Казалось, ему нравилось иногда представляться скрытным и осторожным любителем – простым торговцем тканями, просившим приятеля принести морской воды в стеклянной бутылке. Единственный способ поверить этому торговцу тканями, который превратился в микроскописта и перевернул биологию с ног на голову, открыв новый мир микроскопических существ, заключался в том, чтобы довериться показаниям восьми не слишком респектабельных жителей Делфта, которых он собрал. Те клялись, что с помощью его инструментов действительно видели “плавающих животных”. В результате такого принципа “свидетельских показаний” страдала научная репутация Левенгука14. Подозрительный и раздосадованный Левенгук еще глубже зарывался в свой миниатюрный мир, видимый, казалось, только ему одному. “Моя работа, которой я занят уже долгое время, – возмущенно писал он в 1716 году, – была предпринята не для того, чтобы завоевать похвалу, которой я теперь наслаждаюсь, но главным образом из-за острой жажды знаний, которая присуща мне больше, чем многим другим людям”15.
Как будто его собственный микроскоп поглотил его и уменьшил в размере. Вскоре он сам стал почти что невидимым, маленьким, забытым.

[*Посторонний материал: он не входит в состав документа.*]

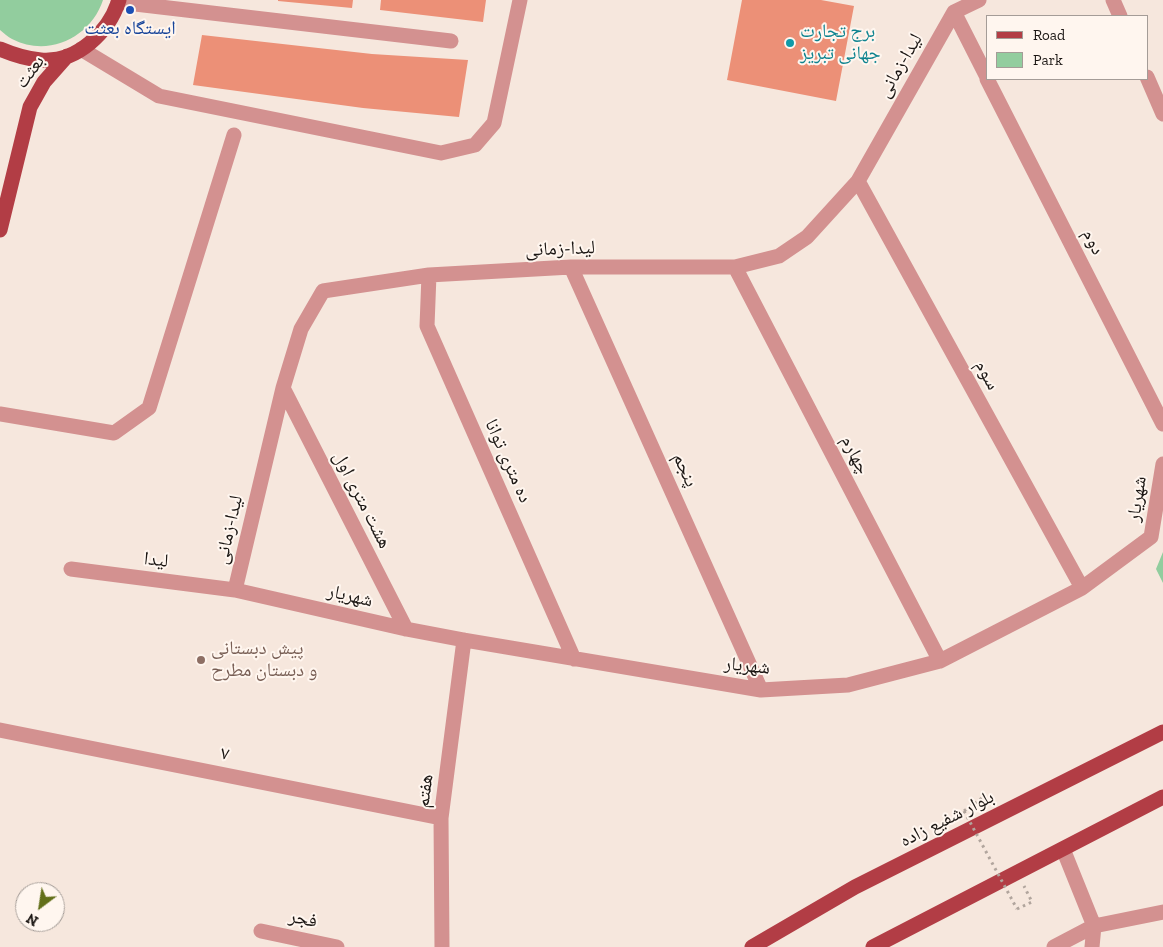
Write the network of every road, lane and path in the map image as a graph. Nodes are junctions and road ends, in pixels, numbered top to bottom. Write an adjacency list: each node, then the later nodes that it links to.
1 (520, 0): 8 (street)
2 (979, 0): 5 (street)
3 (1113, 0): 6 (street)
4 (118, 1): 7 (street); 8 (main road)
5 (954, 12): 11 (street, دوم); 16 (street, لیدا-زمانی)
6 (1120, 15)
7 (451, 42)
8 (81, 48): 10 (main road)
9 (0, 49): 10 (main road)
10 (67, 56): 17 (main road, بعثت)
11 (986, 76)
12 (1148, 79): 14 (street)
13 (988, 80): 23 (street, دوم)
14 (1163, 114)
15 (234, 135): 22 (street)
16 (858, 181): 19 (street, لیدا-زمانی); 26 (street, سوم)
17 (0, 230)
18 (571, 267): 19 (street, لیدا-زمانی); 20 (street, لیدا-زمانی); 32 (street, پنجم)
19 (735, 267): 31 (street, چهارم)
20 (429, 275): 21 (street, لیدا-زمانی); 30 (street, ده متری توانا)
21 (282, 388): 27 (street, لیدا-زمانی); 28 (street, هشت متری اول)
22 (0, 414)
23 (1163, 424)
24 (1163, 464): 26 (street, شهریار)
25 (71, 569): 27 (street, لیدا)
26 (1082, 588): 31 (street, شهریار)
27 (235, 590): 28 (street, شهریار)
28 (406, 629): 29 (street, شهریار)
29 (464, 640): 30 (street, شهریار); 37 (street, هفتم)
30 (574, 659): 32 (street, شهریار)
31 (940, 661): 32 (street, شهریار)
32 (761, 690)
33 (0, 730): 37 (street, ۷)
34 (1163, 732): 45 (main road, بلوار شفیع زاده)
35 (1163, 797): 38 (main road)
36 (982, 798): 39 (path, bridge)
37 (441, 818): 44 (street, هفتم)
38 (1063, 849): 41 (street); 46 (main road)
39 (1032, 902)
40 (1163, 912): 41 (street)
41 (1094, 926): 47 (street); 48 (street)
42 (261, 931): 43 (street, فجر)
43 (337, 947)
44 (442, 947)
45 (752, 947)
46 (873, 947)
47 (1054, 947)
48 (1092, 947)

В 1665 году, примерно за десять лет до того, как Левенгук опубликовал письмо с описанием анималькулей в воде, английский ученый и энциклопедист Роберт Гук тоже увидел клетки16 – но не живые и далеко не такие разнообразные, как анималькули Левенгука. Пожалуй, как ученый Гук был полной противоположностью Левенгука. Он учился в колледже Уэдхем в Оксфорде, и его разносторонний интеллект был способен проникать в разные научные сферы и постигать разные миры. Он был не только физиком, но и архитектором, математиком, научным иллюстратором, умел обращаться с телескопом и с микроскопом.
В отличие от большинства ученых мужей того времени – мужчин из состоятельных семей, имевших возможность долго рассуждать о естественных науках, не ожидая следующей зарплаты, – Гук происходил из небогатой английской семьи. Получая стипендию в Оксфорде, он жил за счет того, что помогал в работе знаменитому физику Роберту Бойлю. К1662 году, еще в качестве помощника Бойля, он утвердился как полностью независимый мыслитель и занял должность “куратора экспериментов” в Королевском обществе.